◆ Data to examine
..............................

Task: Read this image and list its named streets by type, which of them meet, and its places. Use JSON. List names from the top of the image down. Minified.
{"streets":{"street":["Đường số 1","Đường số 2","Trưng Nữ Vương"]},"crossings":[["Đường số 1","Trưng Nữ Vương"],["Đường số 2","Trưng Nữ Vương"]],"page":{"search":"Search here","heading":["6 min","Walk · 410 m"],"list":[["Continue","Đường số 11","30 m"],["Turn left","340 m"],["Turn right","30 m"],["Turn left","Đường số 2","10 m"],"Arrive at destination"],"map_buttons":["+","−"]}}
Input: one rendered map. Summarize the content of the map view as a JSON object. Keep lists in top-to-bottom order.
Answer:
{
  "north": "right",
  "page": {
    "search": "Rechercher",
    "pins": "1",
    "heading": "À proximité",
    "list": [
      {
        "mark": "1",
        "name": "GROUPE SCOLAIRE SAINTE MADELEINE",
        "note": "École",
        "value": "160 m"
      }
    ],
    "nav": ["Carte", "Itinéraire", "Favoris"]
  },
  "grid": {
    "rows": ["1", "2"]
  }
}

..............................

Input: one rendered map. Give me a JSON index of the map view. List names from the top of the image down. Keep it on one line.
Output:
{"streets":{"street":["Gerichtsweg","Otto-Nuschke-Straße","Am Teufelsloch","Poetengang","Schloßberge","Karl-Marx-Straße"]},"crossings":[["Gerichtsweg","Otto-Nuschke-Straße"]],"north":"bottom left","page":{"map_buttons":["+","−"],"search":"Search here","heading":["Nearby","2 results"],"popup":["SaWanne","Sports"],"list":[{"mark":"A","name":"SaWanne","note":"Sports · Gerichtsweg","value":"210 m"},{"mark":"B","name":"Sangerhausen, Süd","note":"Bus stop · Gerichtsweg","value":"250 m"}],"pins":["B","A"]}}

..............................

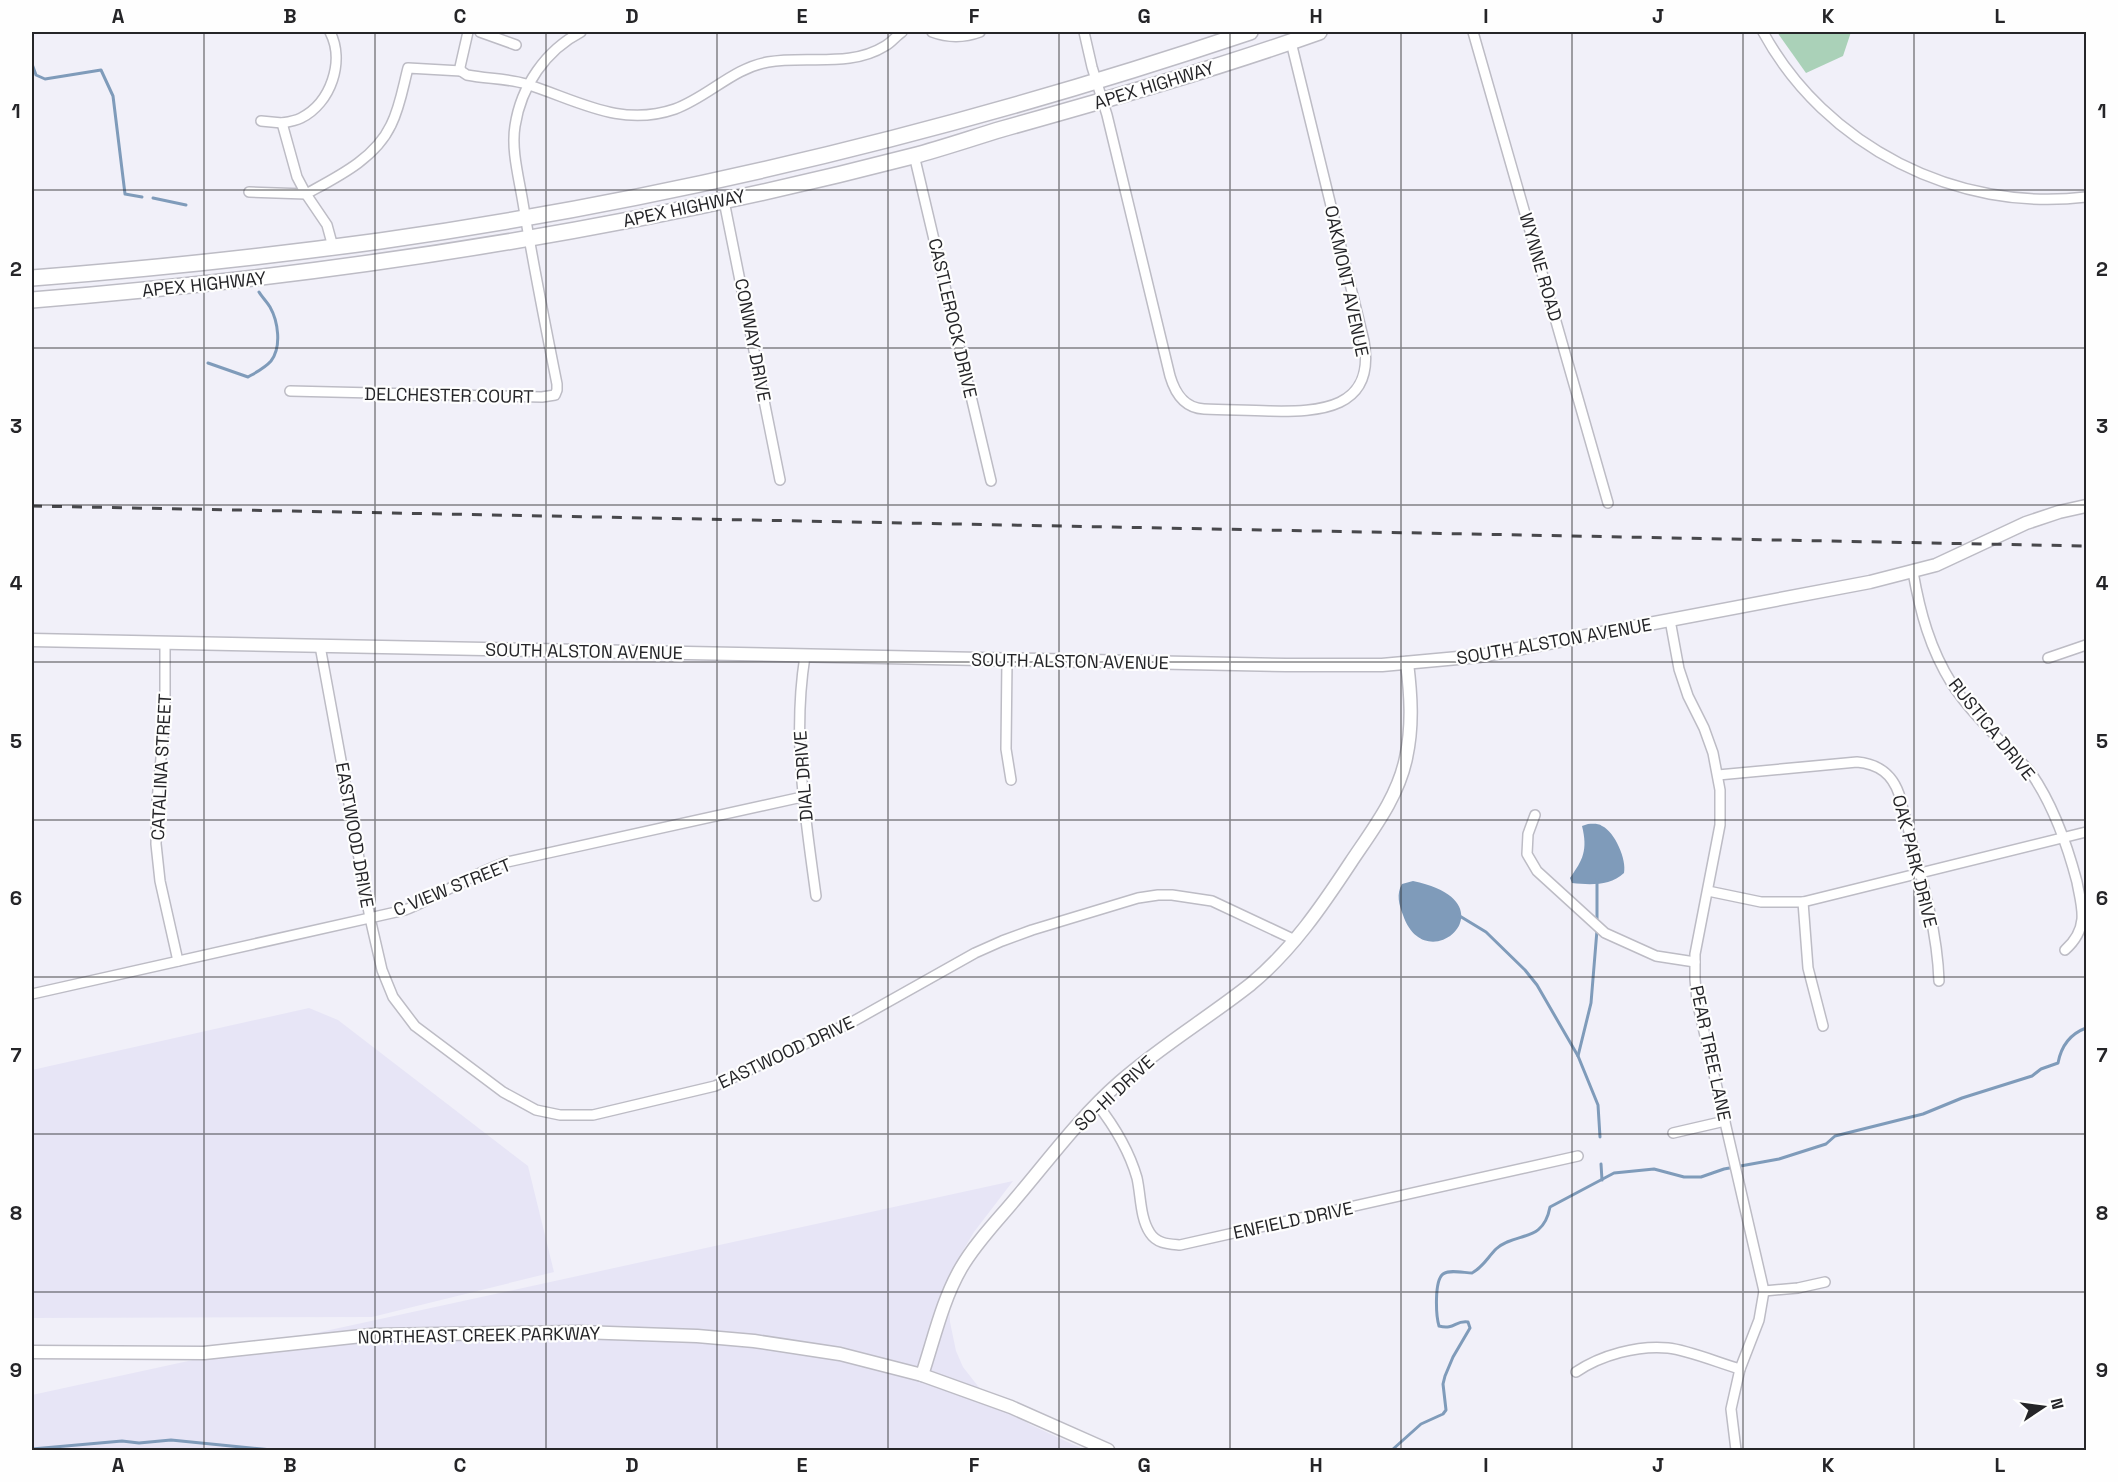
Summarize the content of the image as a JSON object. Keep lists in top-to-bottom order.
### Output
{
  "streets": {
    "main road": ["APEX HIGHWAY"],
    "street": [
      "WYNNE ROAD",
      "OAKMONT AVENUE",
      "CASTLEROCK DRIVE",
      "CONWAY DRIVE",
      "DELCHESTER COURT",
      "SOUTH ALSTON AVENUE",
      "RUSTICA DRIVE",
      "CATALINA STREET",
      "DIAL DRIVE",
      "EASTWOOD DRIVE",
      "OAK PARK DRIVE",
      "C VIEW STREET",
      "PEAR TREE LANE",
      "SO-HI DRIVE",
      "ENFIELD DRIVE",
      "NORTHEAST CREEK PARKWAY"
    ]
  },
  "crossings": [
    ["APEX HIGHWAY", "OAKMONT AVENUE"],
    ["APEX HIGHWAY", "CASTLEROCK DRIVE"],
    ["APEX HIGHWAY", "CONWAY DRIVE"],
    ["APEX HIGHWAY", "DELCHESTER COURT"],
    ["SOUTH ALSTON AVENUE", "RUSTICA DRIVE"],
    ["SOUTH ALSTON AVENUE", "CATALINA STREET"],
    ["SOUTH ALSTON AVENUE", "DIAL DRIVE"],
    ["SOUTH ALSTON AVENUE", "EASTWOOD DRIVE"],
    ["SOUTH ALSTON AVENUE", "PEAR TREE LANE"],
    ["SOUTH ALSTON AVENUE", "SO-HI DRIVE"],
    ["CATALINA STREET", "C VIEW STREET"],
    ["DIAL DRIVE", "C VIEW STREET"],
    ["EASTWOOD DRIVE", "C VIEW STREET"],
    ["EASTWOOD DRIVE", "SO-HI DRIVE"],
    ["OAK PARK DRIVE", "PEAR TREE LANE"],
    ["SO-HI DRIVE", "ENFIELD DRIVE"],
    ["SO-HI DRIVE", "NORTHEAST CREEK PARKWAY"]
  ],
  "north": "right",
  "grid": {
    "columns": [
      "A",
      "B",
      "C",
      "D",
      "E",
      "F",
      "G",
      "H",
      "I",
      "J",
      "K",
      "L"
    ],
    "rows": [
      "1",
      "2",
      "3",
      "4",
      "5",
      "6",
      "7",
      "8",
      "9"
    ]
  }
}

..............................

◆ Required work
Within the listing above, work out how many lines contain the string "content", and reply with that number only.

◆ Response to this task
2